Down to the last line, set down the material below exactly; skip the pictures.

___ MATERIALS PROVIDED ___

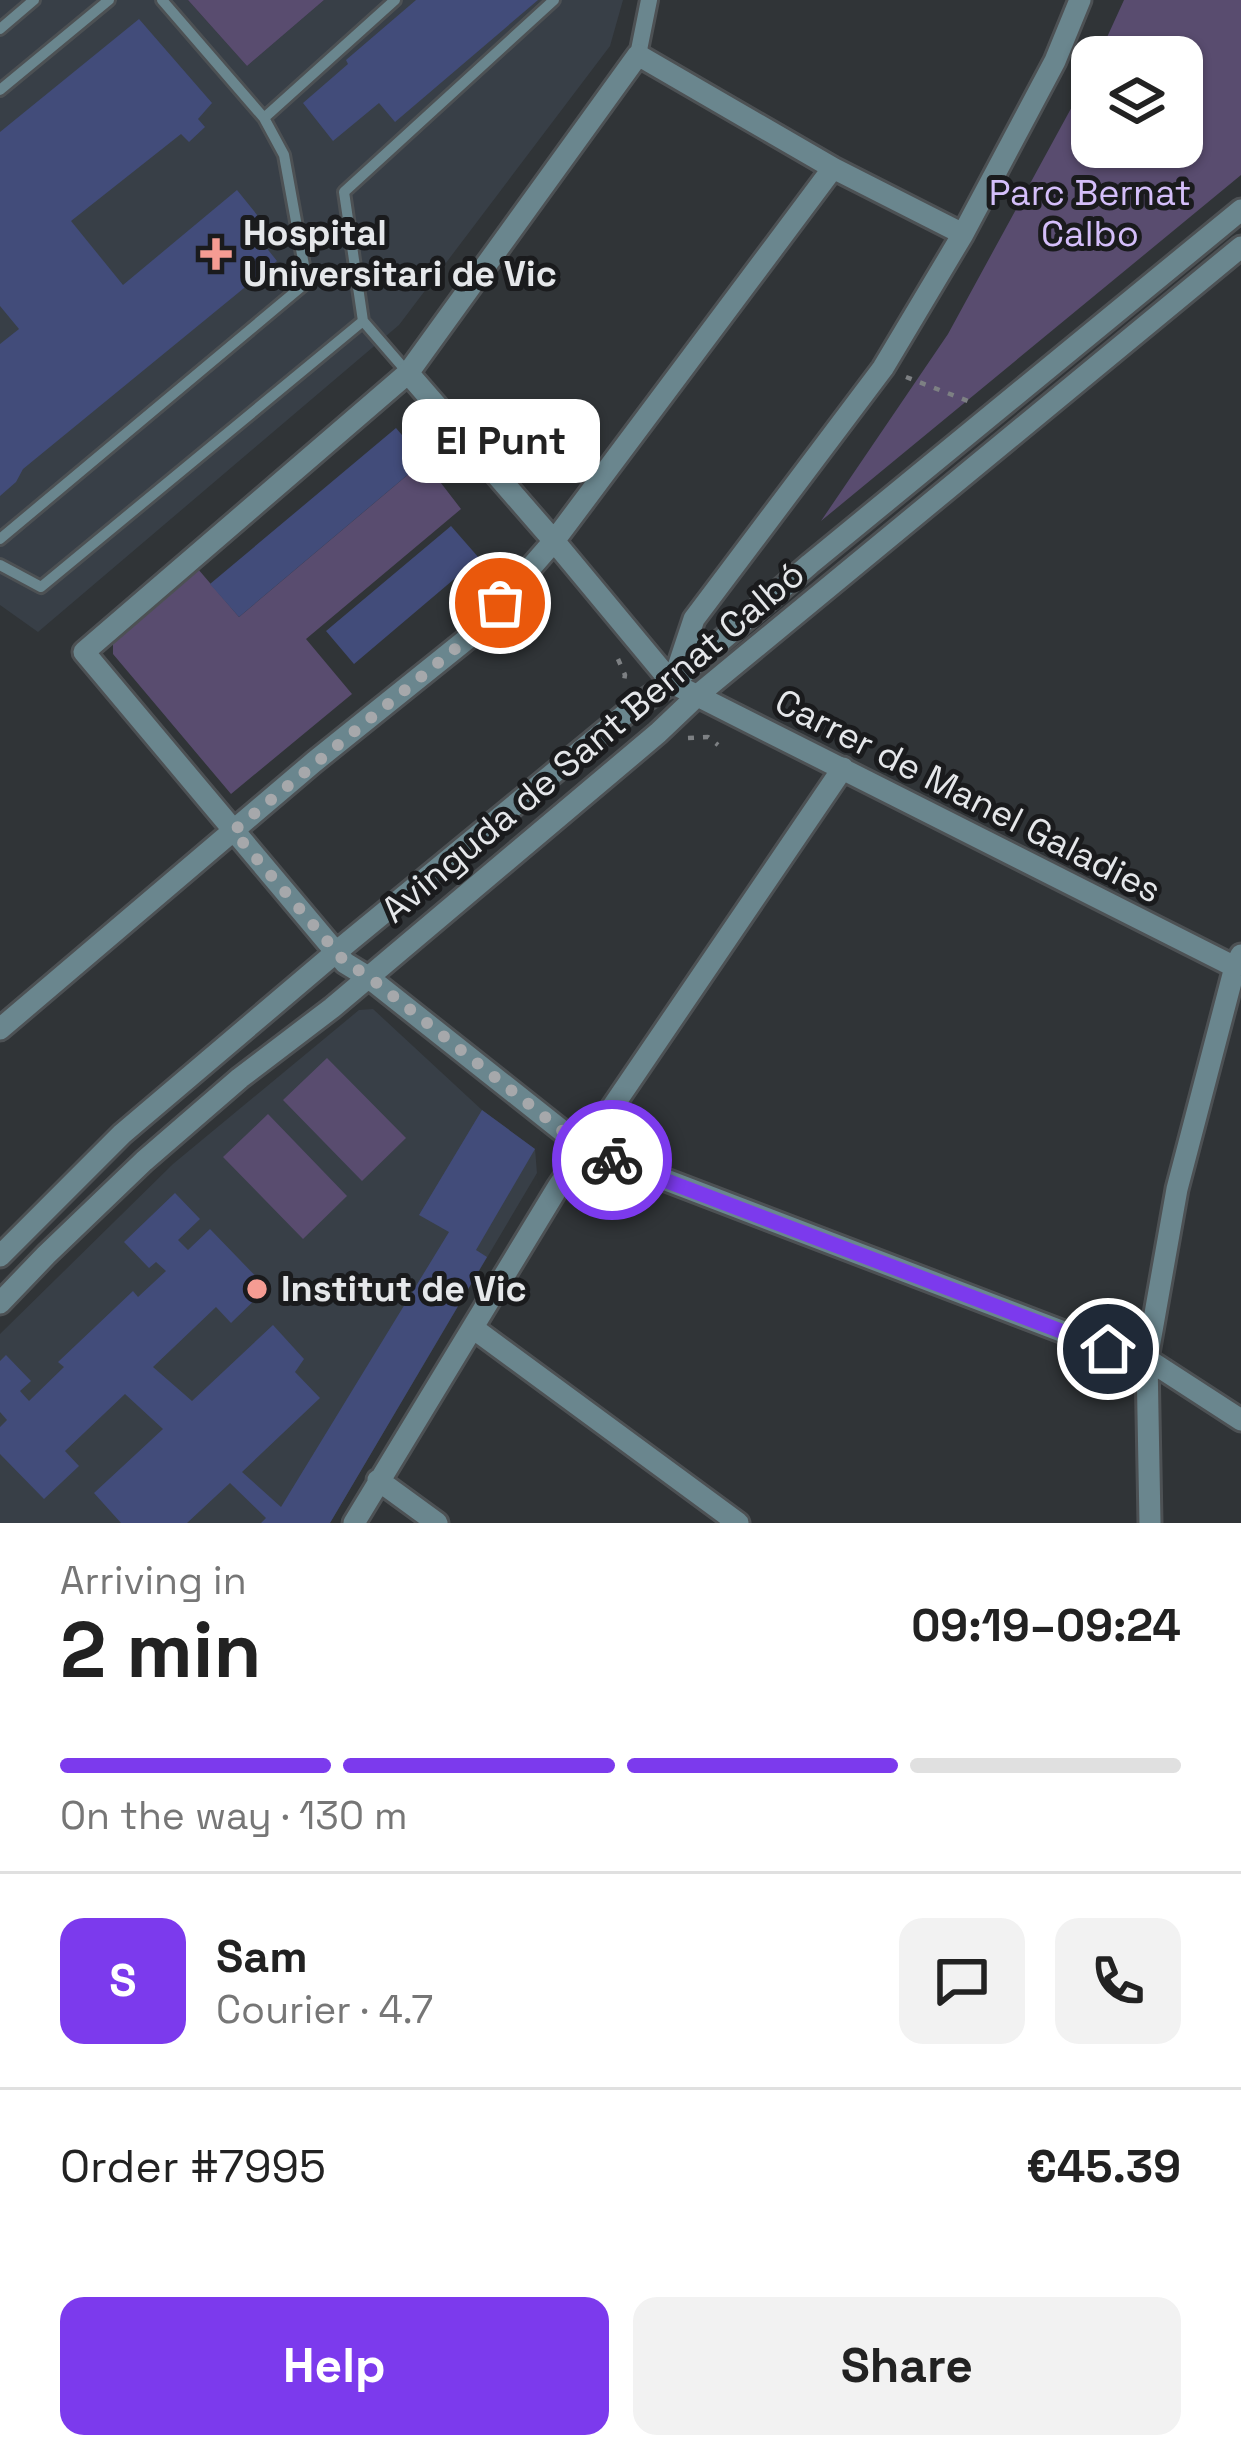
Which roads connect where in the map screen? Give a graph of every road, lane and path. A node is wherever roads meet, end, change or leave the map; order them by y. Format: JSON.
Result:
{"nodes":[{"id":1,"x":34,"y":0,"type":"edge"},
{"id":2,"x":109,"y":0,"type":"edge"},
{"id":3,"x":162,"y":0,"type":"edge"},
{"id":4,"x":395,"y":0,"type":"edge"},
{"id":5,"x":554,"y":0,"type":"edge"},
{"id":6,"x":649,"y":0,"type":"edge"},
{"id":7,"x":1080,"y":0,"type":"edge"},
{"id":8,"x":0,"y":29,"type":"edge"},
{"id":9,"x":638,"y":55,"type":"junction"},
{"id":10,"x":0,"y":90,"type":"edge"},
{"id":11,"x":264,"y":118,"type":"junction"},
{"id":12,"x":832,"y":168,"type":"junction"},
{"id":13,"x":1241,"y":210,"type":"edge"},
{"id":14,"x":963,"y":234,"type":"junction"},
{"id":15,"x":1241,"y":247,"type":"edge"},
{"id":16,"x":363,"y":321,"type":"junction"},
{"id":17,"x":884,"y":368,"type":"junction"},
{"id":18,"x":408,"y":373,"type":"junction"},
{"id":19,"x":974,"y":403,"type":"dead end"},
{"id":20,"x":0,"y":539,"type":"edge"},
{"id":21,"x":554,"y":541,"type":"junction"},
{"id":22,"x":0,"y":565,"type":"edge"},
{"id":23,"x":672,"y":683,"type":"junction"},
{"id":24,"x":699,"y":694,"type":"junction"},
{"id":25,"x":843,"y":768,"type":"junction"},
{"id":26,"x":233,"y":831,"type":"junction"},
{"id":27,"x":335,"y":953,"type":"junction"},
{"id":28,"x":1238,"y":961,"type":"edge"},
{"id":29,"x":368,"y":976,"type":"junction"},
{"id":30,"x":0,"y":1029,"type":"edge"},
{"id":31,"x":585,"y":1149,"type":"junction"},
{"id":32,"x":0,"y":1256,"type":"edge"},
{"id":33,"x":0,"y":1303,"type":"edge"},
{"id":34,"x":473,"y":1328,"type":"junction"},
{"id":35,"x":1148,"y":1360,"type":"junction"},
{"id":36,"x":1241,"y":1420,"type":"edge"},
{"id":37,"x":378,"y":1480,"type":"junction"},
{"id":38,"x":354,"y":1523,"type":"edge"},
{"id":39,"x":437,"y":1523,"type":"edge"},
{"id":40,"x":738,"y":1523,"type":"edge"},
{"id":41,"x":1150,"y":1523,"type":"edge"}],
"edges":[{"from":1,"to":8,"type":"lane"},
{"from":2,"to":10,"type":"lane"},
{"from":3,"to":11,"type":"lane"},
{"from":4,"to":11,"type":"lane"},
{"from":5,"to":16,"type":"lane"},
{"from":6,"to":9,"type":"street"},
{"from":7,"to":14,"type":"street"},
{"from":9,"to":12,"type":"street"},
{"from":9,"to":18,"type":"street"},
{"from":11,"to":20,"type":"lane"},
{"from":12,"to":14,"type":"street"},
{"from":12,"to":21,"type":"street"},
{"from":13,"to":23,"type":"street","name":"Avinguda de Sant Bernat Calbó"},
{"from":14,"to":17,"type":"street"},
{"from":15,"to":24,"type":"street","name":"Avinguda de Sant Bernat Calbó"},
{"from":16,"to":18,"type":"lane"},
{"from":16,"to":22,"type":"lane"},
{"from":17,"to":19,"type":"path"},
{"from":17,"to":23,"type":"street"},
{"from":18,"to":21,"type":"street"},
{"from":18,"to":26,"type":"street"},
{"from":21,"to":23,"type":"street"},
{"from":21,"to":26,"type":"street"},
{"from":23,"to":24,"type":"street","name":"Carrer de Manel Galadies"},
{"from":23,"to":27,"type":"street","name":"Avinguda de Sant Bernat Calbó"},
{"from":24,"to":25,"type":"street","name":"Carrer de Manel Galadies"},
{"from":24,"to":29,"type":"street","name":"Avinguda de Sant Bernat Calbó"},
{"from":25,"to":28,"type":"street","name":"Carrer de Manel Galadies"},
{"from":25,"to":31,"type":"street"},
{"from":26,"to":27,"type":"street"},
{"from":26,"to":30,"type":"street"},
{"from":27,"to":29,"type":"street"},
{"from":27,"to":32,"type":"street","name":"Avinguda de Sant Bernat Calbó"},
{"from":28,"to":35,"type":"street"},
{"from":29,"to":31,"type":"street"},
{"from":29,"to":33,"type":"street","name":"Avinguda de Sant Bernat Calbó"},
{"from":31,"to":34,"type":"street"},
{"from":31,"to":35,"type":"street"},
{"from":34,"to":37,"type":"street"},
{"from":34,"to":40,"type":"street"},
{"from":35,"to":36,"type":"street"},
{"from":35,"to":41,"type":"street"},
{"from":37,"to":38,"type":"street"},
{"from":37,"to":39,"type":"street"}]}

___

TASK RESPONSE -
Which roads connect where in the map screen? Give a graph of every road, lane and path. A node is wherever roads meet, end, change or leave the map; order them by y. Format: JSON.
Result:
{"nodes":[{"id":1,"x":34,"y":0,"type":"edge"},
{"id":2,"x":109,"y":0,"type":"edge"},
{"id":3,"x":162,"y":0,"type":"edge"},
{"id":4,"x":395,"y":0,"type":"edge"},
{"id":5,"x":554,"y":0,"type":"edge"},
{"id":6,"x":649,"y":0,"type":"edge"},
{"id":7,"x":1080,"y":0,"type":"edge"},
{"id":8,"x":0,"y":29,"type":"edge"},
{"id":9,"x":638,"y":55,"type":"junction"},
{"id":10,"x":0,"y":90,"type":"edge"},
{"id":11,"x":264,"y":118,"type":"junction"},
{"id":12,"x":832,"y":168,"type":"junction"},
{"id":13,"x":1241,"y":210,"type":"edge"},
{"id":14,"x":963,"y":234,"type":"junction"},
{"id":15,"x":1241,"y":247,"type":"edge"},
{"id":16,"x":363,"y":321,"type":"junction"},
{"id":17,"x":884,"y":368,"type":"junction"},
{"id":18,"x":408,"y":373,"type":"junction"},
{"id":19,"x":974,"y":403,"type":"dead end"},
{"id":20,"x":0,"y":539,"type":"edge"},
{"id":21,"x":554,"y":541,"type":"junction"},
{"id":22,"x":0,"y":565,"type":"edge"},
{"id":23,"x":672,"y":683,"type":"junction"},
{"id":24,"x":699,"y":694,"type":"junction"},
{"id":25,"x":843,"y":768,"type":"junction"},
{"id":26,"x":233,"y":831,"type":"junction"},
{"id":27,"x":335,"y":953,"type":"junction"},
{"id":28,"x":1238,"y":961,"type":"edge"},
{"id":29,"x":368,"y":976,"type":"junction"},
{"id":30,"x":0,"y":1029,"type":"edge"},
{"id":31,"x":585,"y":1149,"type":"junction"},
{"id":32,"x":0,"y":1256,"type":"edge"},
{"id":33,"x":0,"y":1303,"type":"edge"},
{"id":34,"x":473,"y":1328,"type":"junction"},
{"id":35,"x":1148,"y":1360,"type":"junction"},
{"id":36,"x":1241,"y":1420,"type":"edge"},
{"id":37,"x":378,"y":1480,"type":"junction"},
{"id":38,"x":354,"y":1523,"type":"edge"},
{"id":39,"x":437,"y":1523,"type":"edge"},
{"id":40,"x":738,"y":1523,"type":"edge"},
{"id":41,"x":1150,"y":1523,"type":"edge"}],
"edges":[{"from":1,"to":8,"type":"lane"},
{"from":2,"to":10,"type":"lane"},
{"from":3,"to":11,"type":"lane"},
{"from":4,"to":11,"type":"lane"},
{"from":5,"to":16,"type":"lane"},
{"from":6,"to":9,"type":"street"},
{"from":7,"to":14,"type":"street"},
{"from":9,"to":12,"type":"street"},
{"from":9,"to":18,"type":"street"},
{"from":11,"to":20,"type":"lane"},
{"from":12,"to":14,"type":"street"},
{"from":12,"to":21,"type":"street"},
{"from":13,"to":23,"type":"street","name":"Avinguda de Sant Bernat Calbó"},
{"from":14,"to":17,"type":"street"},
{"from":15,"to":24,"type":"street","name":"Avinguda de Sant Bernat Calbó"},
{"from":16,"to":18,"type":"lane"},
{"from":16,"to":22,"type":"lane"},
{"from":17,"to":19,"type":"path"},
{"from":17,"to":23,"type":"street"},
{"from":18,"to":21,"type":"street"},
{"from":18,"to":26,"type":"street"},
{"from":21,"to":23,"type":"street"},
{"from":21,"to":26,"type":"street"},
{"from":23,"to":24,"type":"street","name":"Carrer de Manel Galadies"},
{"from":23,"to":27,"type":"street","name":"Avinguda de Sant Bernat Calbó"},
{"from":24,"to":25,"type":"street","name":"Carrer de Manel Galadies"},
{"from":24,"to":29,"type":"street","name":"Avinguda de Sant Bernat Calbó"},
{"from":25,"to":28,"type":"street","name":"Carrer de Manel Galadies"},
{"from":25,"to":31,"type":"street"},
{"from":26,"to":27,"type":"street"},
{"from":26,"to":30,"type":"street"},
{"from":27,"to":29,"type":"street"},
{"from":27,"to":32,"type":"street","name":"Avinguda de Sant Bernat Calbó"},
{"from":28,"to":35,"type":"street"},
{"from":29,"to":31,"type":"street"},
{"from":29,"to":33,"type":"street","name":"Avinguda de Sant Bernat Calbó"},
{"from":31,"to":34,"type":"street"},
{"from":31,"to":35,"type":"street"},
{"from":34,"to":37,"type":"street"},
{"from":34,"to":40,"type":"street"},
{"from":35,"to":36,"type":"street"},
{"from":35,"to":41,"type":"street"},
{"from":37,"to":38,"type":"street"},
{"from":37,"to":39,"type":"street"}]}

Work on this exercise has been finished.